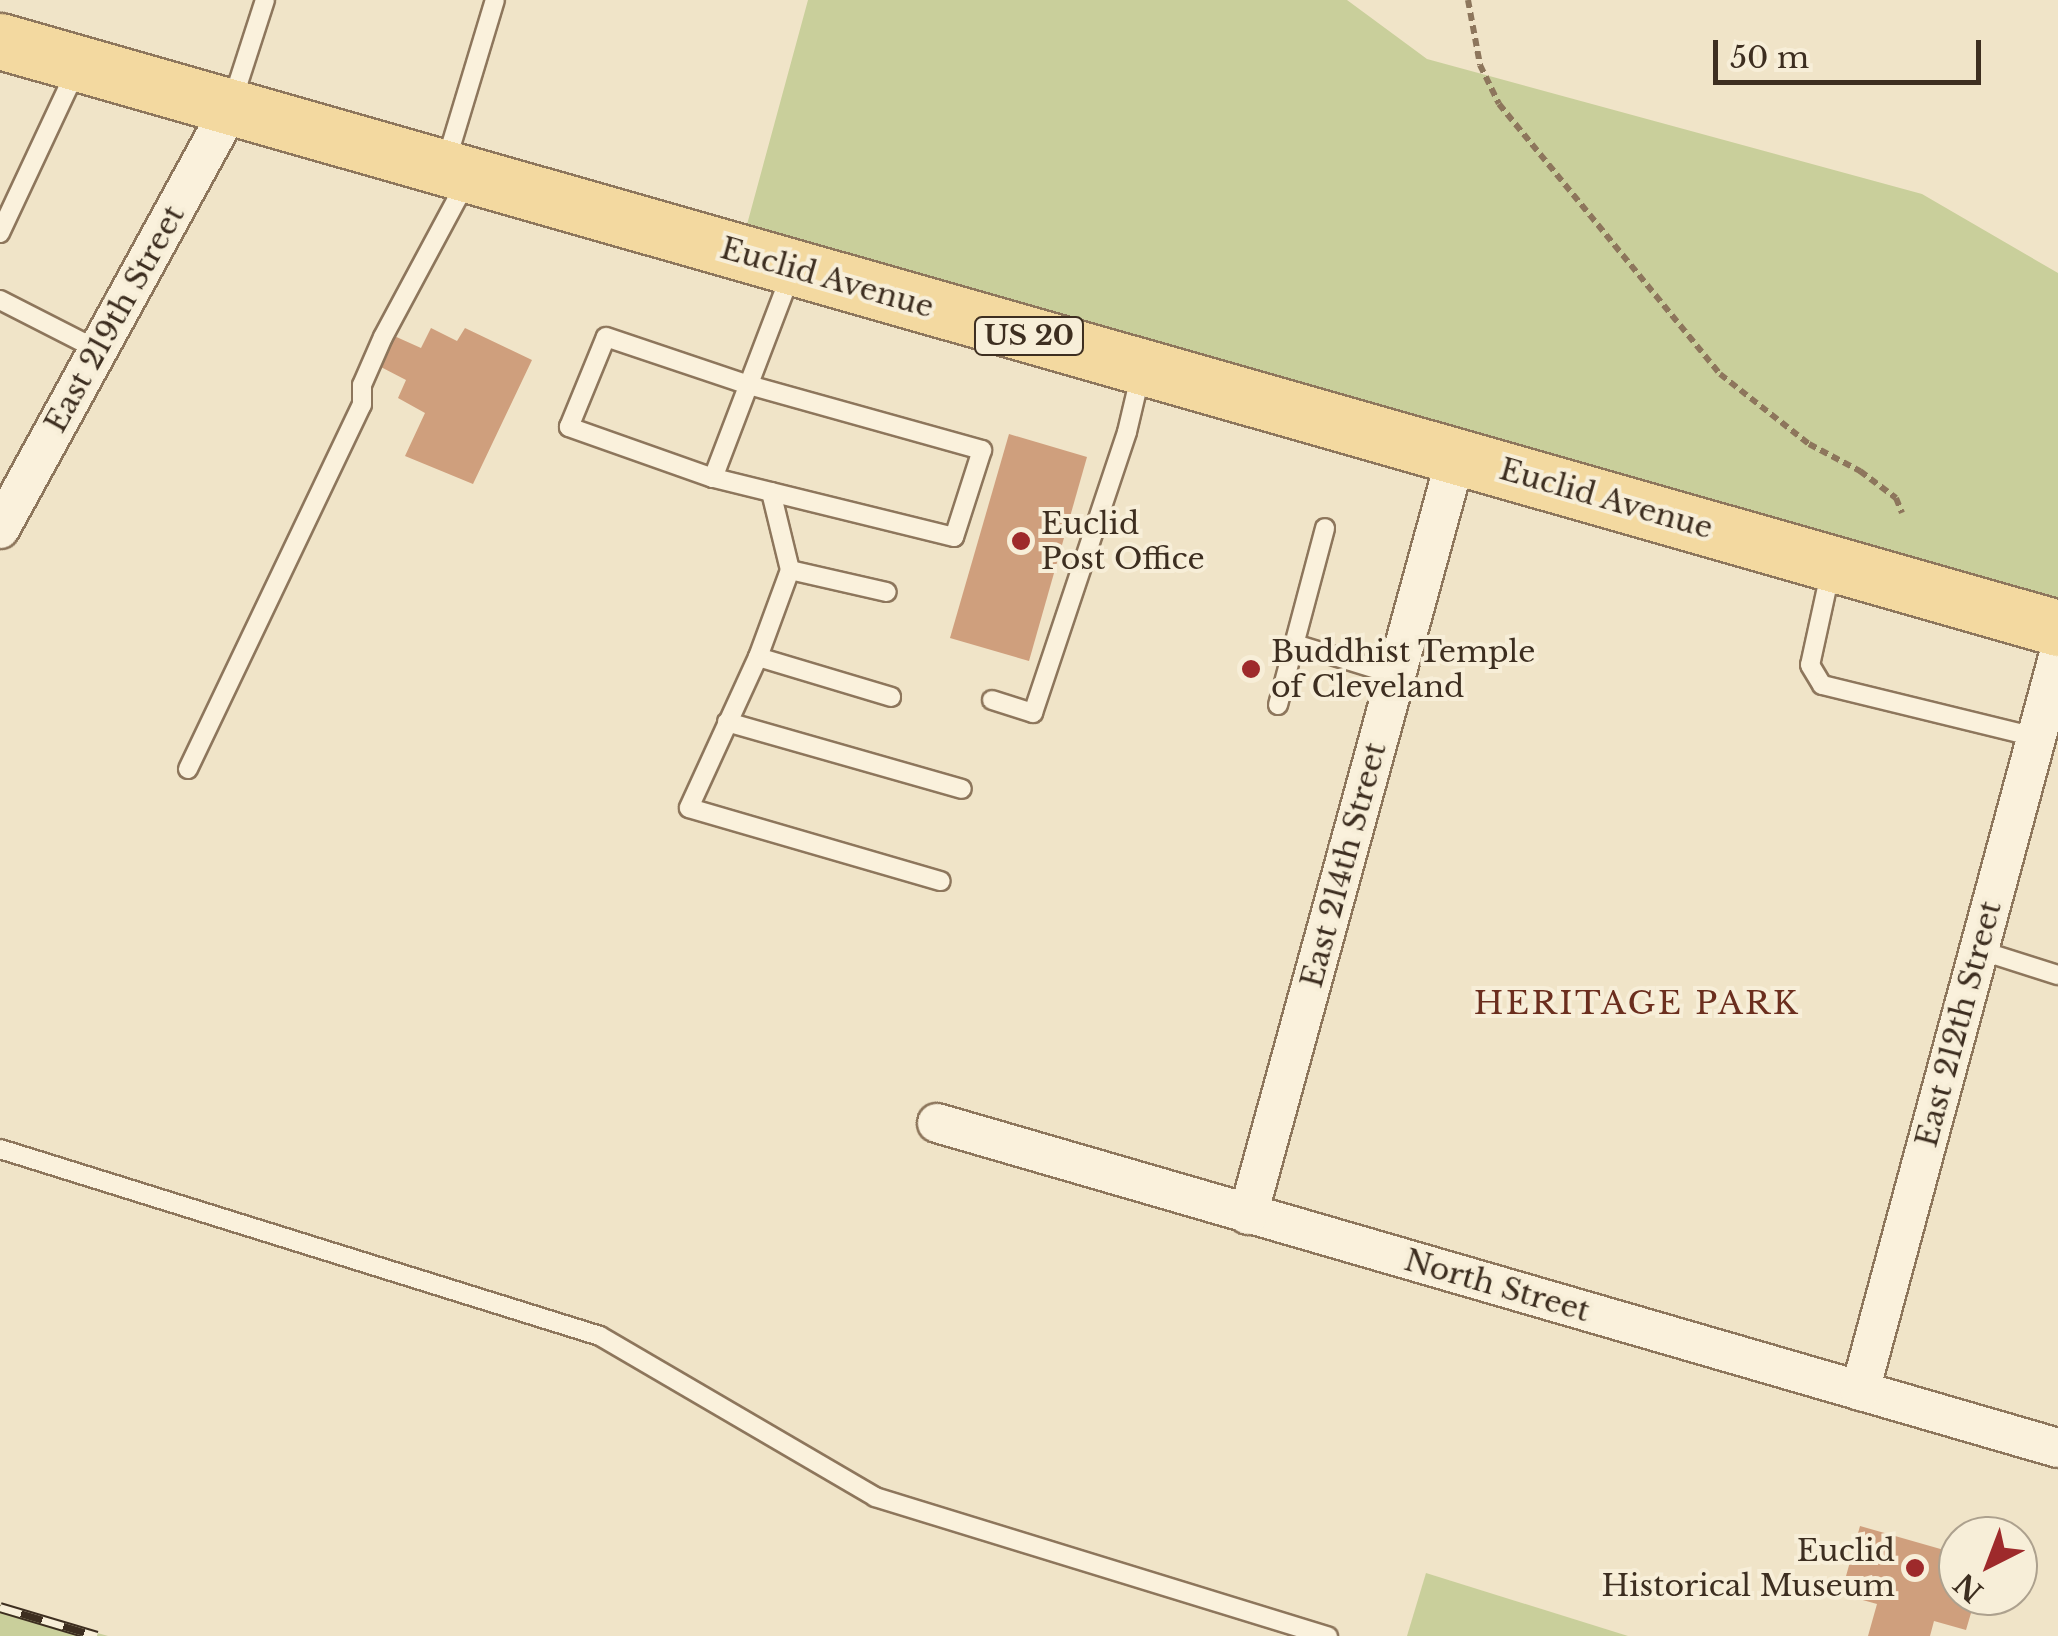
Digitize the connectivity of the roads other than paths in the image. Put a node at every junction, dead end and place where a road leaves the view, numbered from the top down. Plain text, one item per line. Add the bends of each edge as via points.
1 (265, 0) edge
2 (496, 0) edge
3 (0, 42) edge
4 (79, 65) junction
5 (230, 110) junction
6 (456, 173) junction
7 (0, 233) edge
8 (793, 269) junction
9 (0, 300) edge
10 (98, 350) junction
11 (1142, 368) junction
12 (748, 385) junction
13 (1456, 457) junction
14 (713, 478) junction
15 (770, 492) junction
16 (1325, 528) dead end
17 (0, 529) edge
18 (1833, 564) junction
19 (790, 570) junction
20 (887, 592) dead end
21 (2058, 628) edge
22 (1294, 644) junction
23 (2058, 657) edge
24 (758, 658) junction
25 (1396, 675) junction
26 (892, 697) dead end
27 (992, 700) dead end
28 (1278, 705) dead end
29 (727, 722) junction
30 (2036, 737) junction
31 (188, 768) dead end
32 (962, 788) dead end
33 (941, 881) dead end
34 (1979, 950) junction
35 (2058, 975) edge
36 (937, 1123) dead end
37 (0, 1148) edge
38 (1248, 1215) junction
39 (1860, 1391) junction
40 (2058, 1448) edge
41 (1328, 1636) edge

1 - 5 lane
2 - 6 lane
3 - 4 main road, Euclid Avenue / US 20
4 - 5 main road, Euclid Avenue / US 20
4 - 7 lane
5 - 6 main road, Euclid Avenue / US 20
5 - 10 street, East 219th Street
6 - 8 main road, Euclid Avenue / US 20
6 - 31 lane via 362,385 362,405
8 - 11 main road, Euclid Avenue / US 20
8 - 12 lane
9 - 10 lane
10 - 17 street, East 219th Street
11 - 13 main road, Euclid Avenue / US 20
11 - 27 lane via 1033,713
12 - 14 lane
12 - 14 lane via 606,336 569,427
12 - 15 lane via 982,450 954,537
13 - 18 main road, Euclid Avenue / US 20
13 - 25 street, East 214th Street
14 - 15 lane
15 - 19 lane
16 - 22 lane
18 - 21 main road, Euclid Avenue / US 20
18 - 30 lane via 1810,665 1822,685
19 - 20 lane
19 - 24 lane
22 - 25 lane
22 - 28 lane
23 - 30 street, East 212th Street
24 - 26 lane
24 - 29 lane
25 - 38 street, East 214th Street
29 - 32 lane
29 - 33 lane via 689,808
30 - 34 street, East 212th Street
34 - 35 lane
34 - 39 street, East 212th Street
36 - 38 street, North Street
37 - 41 lane via 600,1336 875,1497
38 - 39 street, North Street
39 - 40 street, North Street

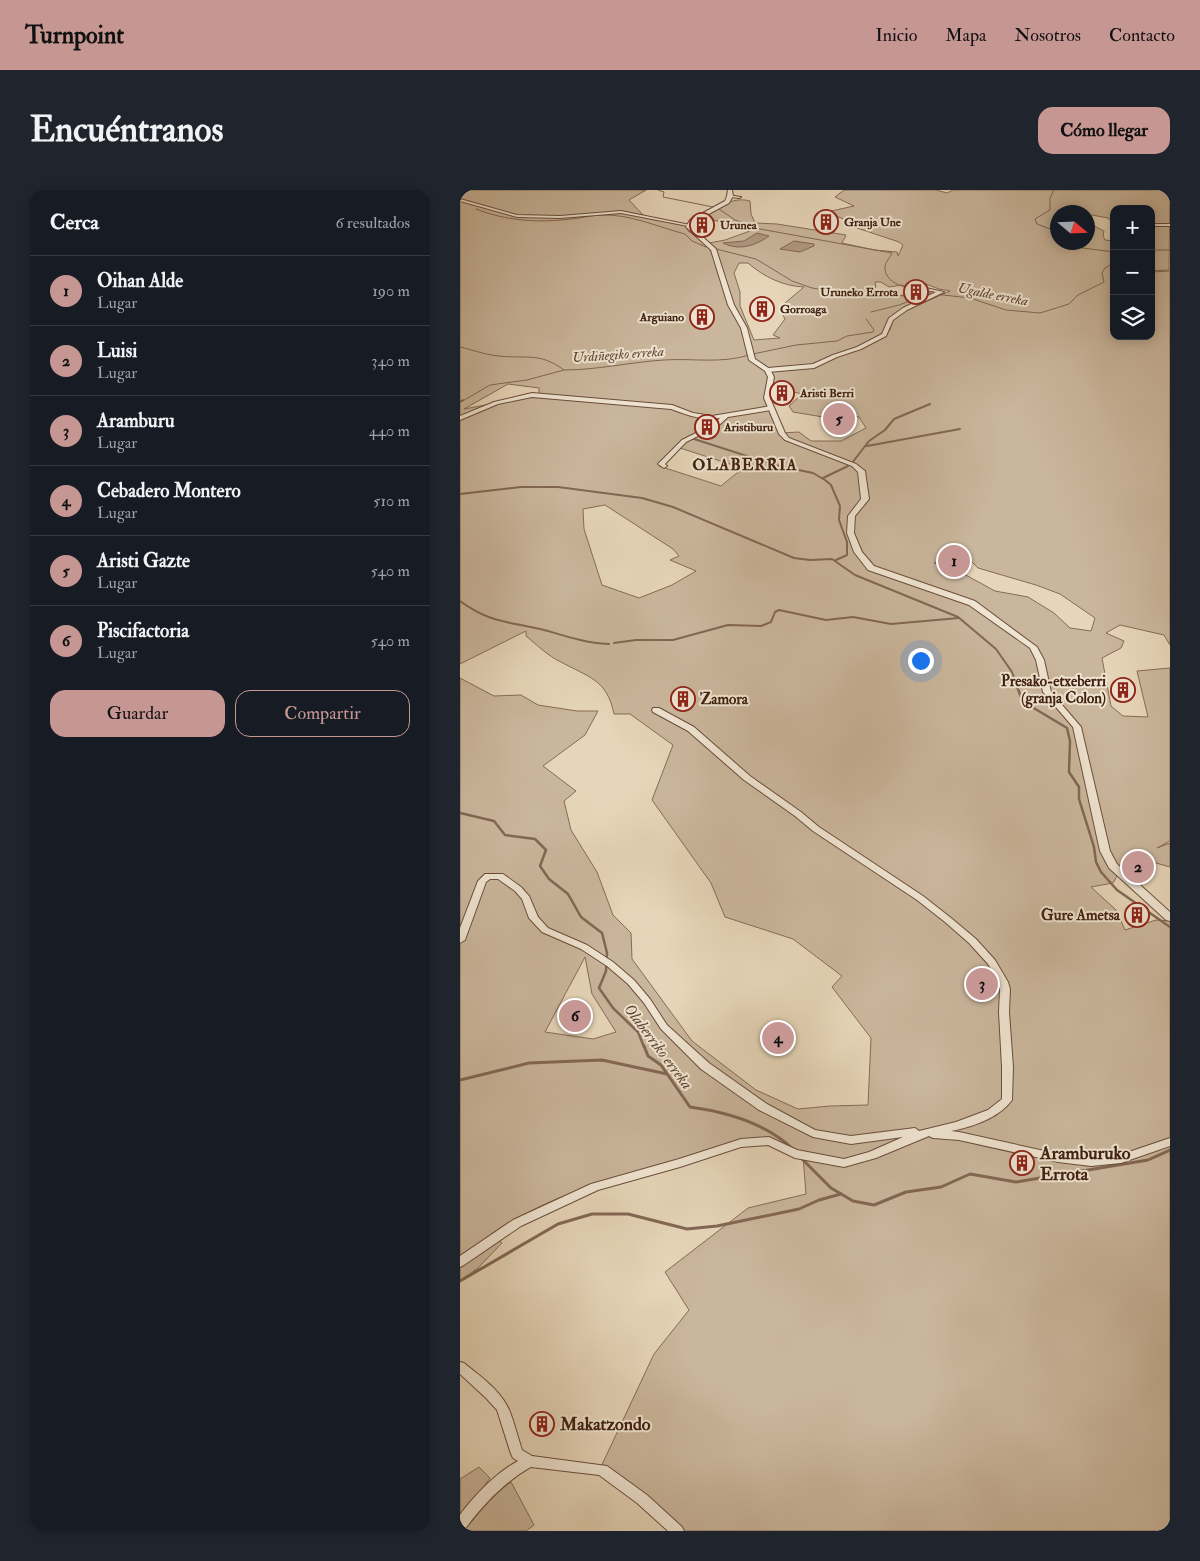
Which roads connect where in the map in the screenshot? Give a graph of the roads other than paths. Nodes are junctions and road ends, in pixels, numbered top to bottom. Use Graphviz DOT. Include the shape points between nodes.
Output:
graph roads {
  1 [pos="733,194"];
  2 [pos="460,200"];
  3 [pos="688,225"];
  4 [pos="1155,225"];
  5 [pos="1170,226"];
  6 [pos="923,288"];
  7 [pos="768,370"];
  8 [pos="771,408"];
  9 [pos="725,417"];
  10 [pos="460,418"];
  11 [pos="664,466"];
  12 [pos="656,710"];
  13 [pos="1170,918"];
  14 [pos="460,940"];
  15 [pos="606,962"];
  16 [pos="924,1133"];
  17 [pos="1170,1142"];
  18 [pos="460,1262"];
  19 [pos="460,1367"];
  20 [pos="530,1462"];
  21 [pos="460,1526"];
  22 [pos="677,1531"];
  1 -- 3 [label="street" via="720,206"];
  2 -- 3 [label="street" via="517,216 560,217 622,212"];
  3 -- 7 [label="street" via="713,249 731,305 744,328 752,360"];
  4 -- 5 [label="street"];
  6 -- 7 [label="street" via="941,292 891,319 887,332 881,338 814,366"];
  7 -- 8 [label="street" via="771,377 767,398"];
  8 -- 9 [label="street"];
  8 -- 13 [label="street" via="786,439 861,470 865,499 851,517 851,531 860,559 879,572 972,603 1033,646 1040,660 1047,692 1077,727 1105,851 1113,866"];
  9 -- 10 [label="street" via="701,417 672,407 532,396 496,403"];
  9 -- 11 [label="street" via="684,442 661,464"];
  12 -- 16 [label="street" via="691,729 747,778 936,911 974,943 1004,982 1009,1073 1007,1100 992,1113 958,1126"];
  14 -- 15 [label="street" via="482,881 494,875 518,889 526,898 534,918 546,930 584,947"];
  15 -- 16 [label="street" via="631,982 664,1027 698,1060 764,1107 813,1133 851,1140"];
  16 -- 17 [label="street" via="959,1136 1091,1162 1121,1158"];
  16 -- 18 [label="street" via="844,1163 800,1155 769,1141 741,1143 594,1187 516,1223"];
  19 -- 20 [label="street" via="492,1395 503,1411 517,1454"];
  20 -- 21 [label="street" via="514,1469"];
  20 -- 22 [label="street" via="602,1470 642,1499"];
}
==============================
Return the listing unchanged, but drop every picture.

Digitize the connectivity of the roads other than paths in the image. Put a node at every junction, dead end and place where a road leaves the view, numbered from the top down. Plain text, one item per line. Add the bends of each edge as via points.
1 (265, 0) edge
2 (496, 0) edge
3 (0, 42) edge
4 (79, 65) junction
5 (230, 110) junction
6 (456, 173) junction
7 (0, 233) edge
8 (793, 269) junction
9 (0, 300) edge
10 (98, 350) junction
11 (1142, 368) junction
12 (748, 385) junction
13 (1456, 457) junction
14 (713, 478) junction
15 (770, 492) junction
16 (1325, 528) dead end
17 (0, 529) edge
18 (1833, 564) junction
19 (790, 570) junction
20 (887, 592) dead end
21 (2058, 628) edge
22 (1294, 644) junction
23 (2058, 657) edge
24 (758, 658) junction
25 (1396, 675) junction
26 (892, 697) dead end
27 (992, 700) dead end
28 (1278, 705) dead end
29 (727, 722) junction
30 (2036, 737) junction
31 (188, 768) dead end
32 (962, 788) dead end
33 (941, 881) dead end
34 (1979, 950) junction
35 (2058, 975) edge
36 (937, 1123) dead end
37 (0, 1148) edge
38 (1248, 1215) junction
39 (1860, 1391) junction
40 (2058, 1448) edge
41 (1328, 1636) edge

1 - 5 lane
2 - 6 lane
3 - 4 main road, Euclid Avenue / US 20
4 - 5 main road, Euclid Avenue / US 20
4 - 7 lane
5 - 6 main road, Euclid Avenue / US 20
5 - 10 street, East 219th Street
6 - 8 main road, Euclid Avenue / US 20
6 - 31 lane via 362,385 362,405
8 - 11 main road, Euclid Avenue / US 20
8 - 12 lane
9 - 10 lane
10 - 17 street, East 219th Street
11 - 13 main road, Euclid Avenue / US 20
11 - 27 lane via 1033,713
12 - 14 lane
12 - 14 lane via 606,336 569,427
12 - 15 lane via 982,450 954,537
13 - 18 main road, Euclid Avenue / US 20
13 - 25 street, East 214th Street
14 - 15 lane
15 - 19 lane
16 - 22 lane
18 - 21 main road, Euclid Avenue / US 20
18 - 30 lane via 1810,665 1822,685
19 - 20 lane
19 - 24 lane
22 - 25 lane
22 - 28 lane
23 - 30 street, East 212th Street
24 - 26 lane
24 - 29 lane
25 - 38 street, East 214th Street
29 - 32 lane
29 - 33 lane via 689,808
30 - 34 street, East 212th Street
34 - 35 lane
34 - 39 street, East 212th Street
36 - 38 street, North Street
37 - 41 lane via 600,1336 875,1497
38 - 39 street, North Street
39 - 40 street, North Street

Which roads connect where in the map in the screenshot? Give a graph of the roads other than paths. Nodes are junctions and road ends, in pixels, numbered top to bottom. Use Graphviz DOT. Include the shape points between nodes.
Output:
graph roads {
  1 [pos="733,194"];
  2 [pos="460,200"];
  3 [pos="688,225"];
  4 [pos="1155,225"];
  5 [pos="1170,226"];
  6 [pos="923,288"];
  7 [pos="768,370"];
  8 [pos="771,408"];
  9 [pos="725,417"];
  10 [pos="460,418"];
  11 [pos="664,466"];
  12 [pos="656,710"];
  13 [pos="1170,918"];
  14 [pos="460,940"];
  15 [pos="606,962"];
  16 [pos="924,1133"];
  17 [pos="1170,1142"];
  18 [pos="460,1262"];
  19 [pos="460,1367"];
  20 [pos="530,1462"];
  21 [pos="460,1526"];
  22 [pos="677,1531"];
  1 -- 3 [label="street" via="720,206"];
  2 -- 3 [label="street" via="517,216 560,217 622,212"];
  3 -- 7 [label="street" via="713,249 731,305 744,328 752,360"];
  4 -- 5 [label="street"];
  6 -- 7 [label="street" via="941,292 891,319 887,332 881,338 814,366"];
  7 -- 8 [label="street" via="771,377 767,398"];
  8 -- 9 [label="street"];
  8 -- 13 [label="street" via="786,439 861,470 865,499 851,517 851,531 860,559 879,572 972,603 1033,646 1040,660 1047,692 1077,727 1105,851 1113,866"];
  9 -- 10 [label="street" via="701,417 672,407 532,396 496,403"];
  9 -- 11 [label="street" via="684,442 661,464"];
  12 -- 16 [label="street" via="691,729 747,778 936,911 974,943 1004,982 1009,1073 1007,1100 992,1113 958,1126"];
  14 -- 15 [label="street" via="482,881 494,875 518,889 526,898 534,918 546,930 584,947"];
  15 -- 16 [label="street" via="631,982 664,1027 698,1060 764,1107 813,1133 851,1140"];
  16 -- 17 [label="street" via="959,1136 1091,1162 1121,1158"];
  16 -- 18 [label="street" via="844,1163 800,1155 769,1141 741,1143 594,1187 516,1223"];
  19 -- 20 [label="street" via="492,1395 503,1411 517,1454"];
  20 -- 21 [label="street" via="514,1469"];
  20 -- 22 [label="street" via="602,1470 642,1499"];
}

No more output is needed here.